Abstract
1- Opportunity-ambiguity dilemma in emerging market categories
2- The influence of socio-cognitive cues
3- Data and methodology
4- Results
5- Discussion and conclusion
References
Abstract
Industries with emerging market categories offer greater opportunities for firms to innovate. However, such opportunities are not a matter of “the more, the better.” An increasing number of emerging market categories poses a dilemma. While more emerging market categories arguably bring about increasing growth opportunities, they can also generate greater ambiguity for incumbent firms, which may hinder their innovation efforts. This study attempts to address this dilemma by proposing that the number of emerging market categories in an industry will have an inverted U-shaped relationship with incumbent firms’ innovation efforts. We further argue that this curvilinear relationship will be influenced by the socio-cognitive context of a firm's focal industry, in the sense that the degree of collective identity incoherence at the industry level will intensify the proposed inverted U-shaped relationship, whereas the prevalence of trade associations in the industry will depress this relationship. We test our hypotheses by examining research and development (R&D) investments of a sample of U.S. high-technology manufacturing firms and find support for our main prediction and the hypothesized effect of collective identity incoherence.
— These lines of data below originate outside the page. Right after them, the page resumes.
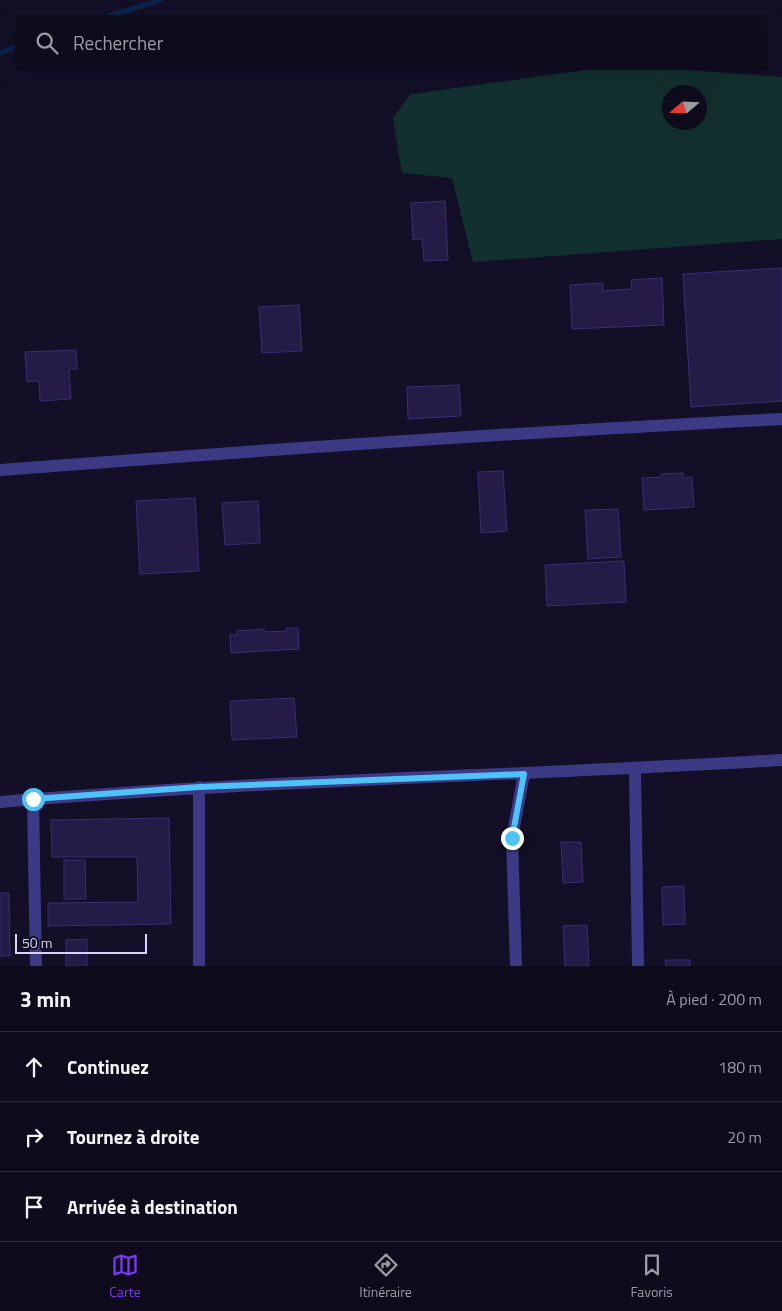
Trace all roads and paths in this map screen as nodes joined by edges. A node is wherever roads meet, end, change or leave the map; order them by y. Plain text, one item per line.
1 (782, 419) edge
2 (0, 470) edge
3 (782, 760) edge
4 (634, 769) junction
5 (524, 774) junction
6 (199, 787) junction
7 (33, 799) junction
8 (0, 802) edge
9 (36, 966) edge
10 (199, 966) edge
11 (516, 966) edge
12 (638, 966) edge

1 - 2 street
3 - 4 street
4 - 5 street
4 - 12 street
5 - 6 street
5 - 11 street
6 - 7 street
6 - 10 street
7 - 8 street
7 - 9 street

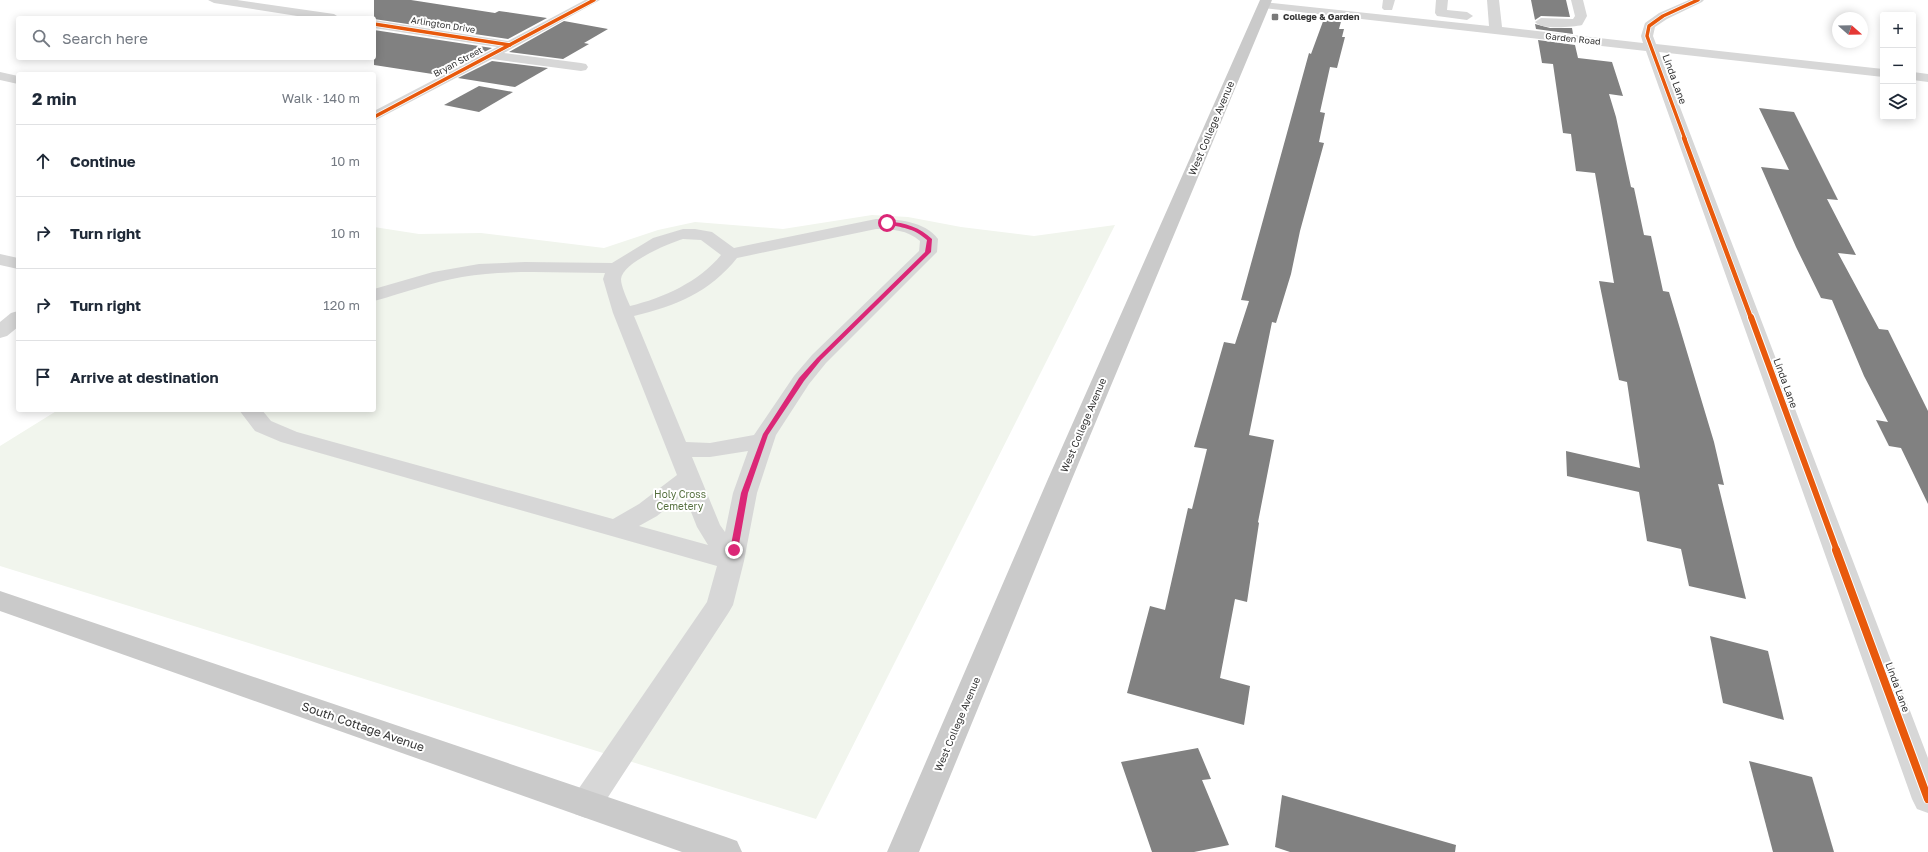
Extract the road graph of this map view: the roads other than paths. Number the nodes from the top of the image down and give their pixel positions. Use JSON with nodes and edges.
{"nodes":[{"id":1,"x":214,"y":0,"type":"edge"},
{"id":2,"x":594,"y":0,"type":"edge"},
{"id":3,"x":1328,"y":0,"type":"edge"},
{"id":4,"x":1442,"y":0,"type":"edge"},
{"id":5,"x":1493,"y":0,"type":"edge"},
{"id":6,"x":1577,"y":0,"type":"edge"},
{"id":7,"x":1698,"y":0,"type":"edge"},
{"id":8,"x":1265,"y":2,"type":"edge"},
{"id":9,"x":1390,"y":9,"type":"edge"},
{"id":10,"x":1441,"y":13,"type":"junction"},
{"id":11,"x":321,"y":16,"type":"edge"},
{"id":12,"x":1494,"y":18,"type":"junction"},
{"id":13,"x":1510,"y":19,"type":"dead end"},
{"id":14,"x":1532,"y":21,"type":"dead end"},
{"id":15,"x":376,"y":24,"type":"edge"},
{"id":16,"x":1496,"y":31,"type":"junction"},
{"id":17,"x":510,"y":45,"type":"junction"},
{"id":18,"x":1653,"y":48,"type":"junction"},
{"id":19,"x":490,"y":55,"type":"junction"},
{"id":20,"x":580,"y":67,"type":"dead end"},
{"id":21,"x":1880,"y":73,"type":"edge"},
{"id":22,"x":0,"y":76,"type":"edge"},
{"id":23,"x":1916,"y":76,"type":"edge"},
{"id":24,"x":1928,"y":78,"type":"edge"},
{"id":25,"x":16,"y":80,"type":"edge"},
{"id":26,"x":376,"y":116,"type":"edge"},
{"id":27,"x":730,"y":254,"type":"junction"},
{"id":28,"x":0,"y":259,"type":"edge"},
{"id":29,"x":16,"y":263,"type":"edge"},
{"id":30,"x":616,"y":268,"type":"junction"},
{"id":31,"x":376,"y":295,"type":"edge"},
{"id":32,"x":623,"y":313,"type":"junction"},
{"id":33,"x":16,"y":319,"type":"edge"},
{"id":34,"x":0,"y":332,"type":"edge"},
{"id":35,"x":252,"y":412,"type":"edge"},
{"id":36,"x":763,"y":441,"type":"junction"},
{"id":37,"x":678,"y":448,"type":"junction"},
{"id":38,"x":689,"y":477,"type":"junction"},
{"id":39,"x":615,"y":529,"type":"junction"},
{"id":40,"x":731,"y":562,"type":"junction"},
{"id":41,"x":0,"y":601,"type":"edge"},
{"id":42,"x":1928,"y":799,"type":"edge"},
{"id":43,"x":586,"y":804,"type":"junction"},
{"id":44,"x":726,"y":852,"type":"edge"},
{"id":45,"x":903,"y":852,"type":"edge"}],
"edges":[{"from":1,"to":11,"type":"street"},
{"from":2,"to":17,"type":"street","name":"Bryan Street"},
{"from":3,"to":9,"type":"street"},
{"from":4,"to":10,"type":"street"},
{"from":5,"to":12,"type":"street"},
{"from":6,"to":14,"type":"street"},
{"from":7,"to":18,"type":"street","name":"Linda Lane"},
{"from":8,"to":9,"type":"street","name":"Garden Road"},
{"from":8,"to":45,"type":"main road","name":"West College Avenue"},
{"from":9,"to":10,"type":"street"},
{"from":9,"to":16,"type":"street","name":"Garden Road"},
{"from":10,"to":12,"type":"street"},
{"from":12,"to":13,"type":"street"},
{"from":12,"to":16,"type":"street"},
{"from":15,"to":17,"type":"street","name":"Arlington Drive"},
{"from":16,"to":18,"type":"street","name":"Garden Road"},
{"from":17,"to":19,"type":"street","name":"Bryan Street"},
{"from":18,"to":21,"type":"street","name":"Garden Road"},
{"from":18,"to":42,"type":"street","name":"Linda Lane"},
{"from":19,"to":20,"type":"street"},
{"from":19,"to":26,"type":"street","name":"Bryan Street"},
{"from":22,"to":25,"type":"street"},
{"from":23,"to":24,"type":"street"},
{"from":27,"to":30,"type":"street"},
{"from":27,"to":32,"type":"street"},
{"from":27,"to":36,"type":"street"},
{"from":28,"to":29,"type":"street"},
{"from":30,"to":31,"type":"street"},
{"from":30,"to":32,"type":"street"},
{"from":32,"to":37,"type":"street"},
{"from":33,"to":34,"type":"street"},
{"from":35,"to":39,"type":"street"},
{"from":36,"to":37,"type":"street"},
{"from":36,"to":40,"type":"street"},
{"from":37,"to":38,"type":"street"},
{"from":38,"to":39,"type":"street"},
{"from":38,"to":40,"type":"street"},
{"from":39,"to":40,"type":"street"},
{"from":40,"to":43,"type":"street"},
{"from":41,"to":43,"type":"main road","name":"South Cottage Avenue"},
{"from":43,"to":44,"type":"main road","name":"South Cottage Avenue"}]}
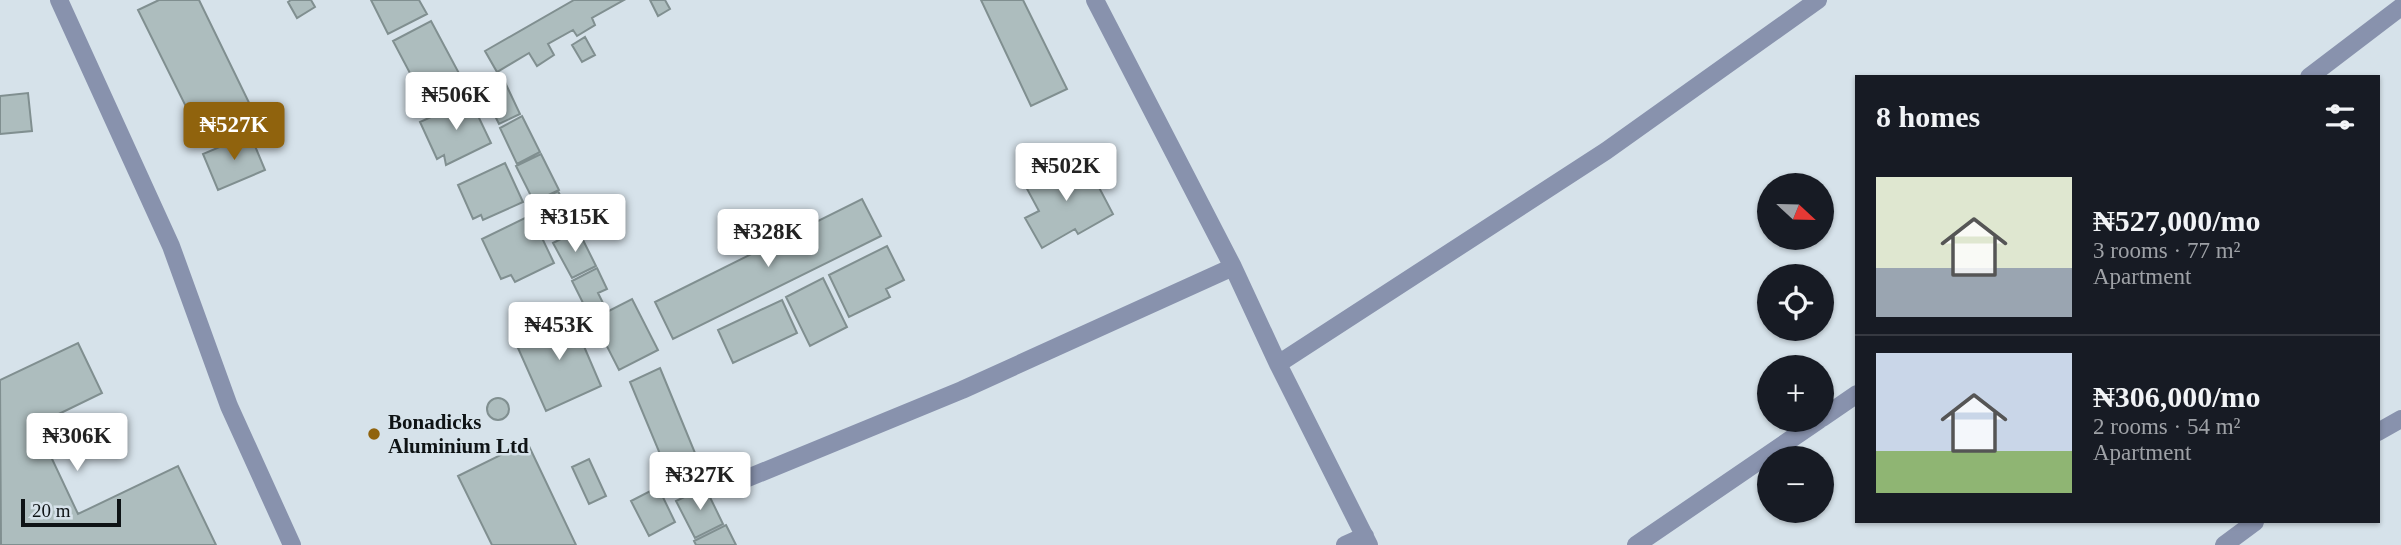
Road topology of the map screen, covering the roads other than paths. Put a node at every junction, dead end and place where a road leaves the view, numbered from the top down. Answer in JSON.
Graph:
{"nodes":[{"id":1,"x":59,"y":0,"type":"edge"},
{"id":2,"x":1095,"y":0,"type":"edge"},
{"id":3,"x":1818,"y":0,"type":"edge"},
{"id":4,"x":2401,"y":7,"type":"edge"},
{"id":5,"x":2312,"y":75,"type":"edge"},
{"id":6,"x":1233,"y":267,"type":"junction"},
{"id":7,"x":1278,"y":364,"type":"junction"},
{"id":8,"x":1855,"y":395,"type":"edge"},
{"id":9,"x":1834,"y":410,"type":"edge"},
{"id":10,"x":2401,"y":419,"type":"edge"},
{"id":11,"x":2380,"y":431,"type":"edge"},
{"id":12,"x":1801,"y":432,"type":"edge"},
{"id":13,"x":721,"y":489,"type":"dead end"},
{"id":14,"x":2254,"y":523,"type":"edge"},
{"id":15,"x":1367,"y":541,"type":"edge"},
{"id":16,"x":292,"y":545,"type":"edge"},
{"id":17,"x":1345,"y":545,"type":"edge"},
{"id":18,"x":1636,"y":545,"type":"edge"},
{"id":19,"x":2224,"y":545,"type":"edge"}],
"edges":[{"from":1,"to":16,"type":"street"},
{"from":2,"to":6,"type":"street"},
{"from":3,"to":7,"type":"street"},
{"from":4,"to":5,"type":"street"},
{"from":6,"to":7,"type":"street"},
{"from":6,"to":13,"type":"street"},
{"from":7,"to":15,"type":"street"},
{"from":8,"to":9,"type":"street"},
{"from":10,"to":11,"type":"street"},
{"from":12,"to":18,"type":"street"},
{"from":14,"to":19,"type":"street"},
{"from":15,"to":17,"type":"street"}]}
We also find a surprising but intriguing moderating effect of trade associations.
Conclusions
In this study we endeavor to resolve an important but relatively understudied dilemma posed by our collective understanding of industry dynamics and emergence. On the one hand, a dominant realization in the literature that has been borne out by a significant body of empirical work, is that emergence in industries spurs innovation and growth. On the other hand, emergence can pose significant socio-cognitive challenges for industry incumbents due to its inherent ambiguity. We have tackled this paradox in industries belonging to the high-tech U.S. manufacturing sector and have empirically assessed the effects of the multiplicity of emerging market categories in such industries on innovation-related strategic behaviors of incumbent firms. Our findings suggest a co-existence of both opportunity and ambiguity, and the relative prevalence of one over the other is largely driven by an increasing multiplicity of emerging market categories and the socio-cognitive context of an industry. We believe that the explicit emphasis on the effect of this multiplicity on the opportunity-ambiguity tension in emerging contexts contributes to our collective knowledge of the interplay between market emergence and innovation.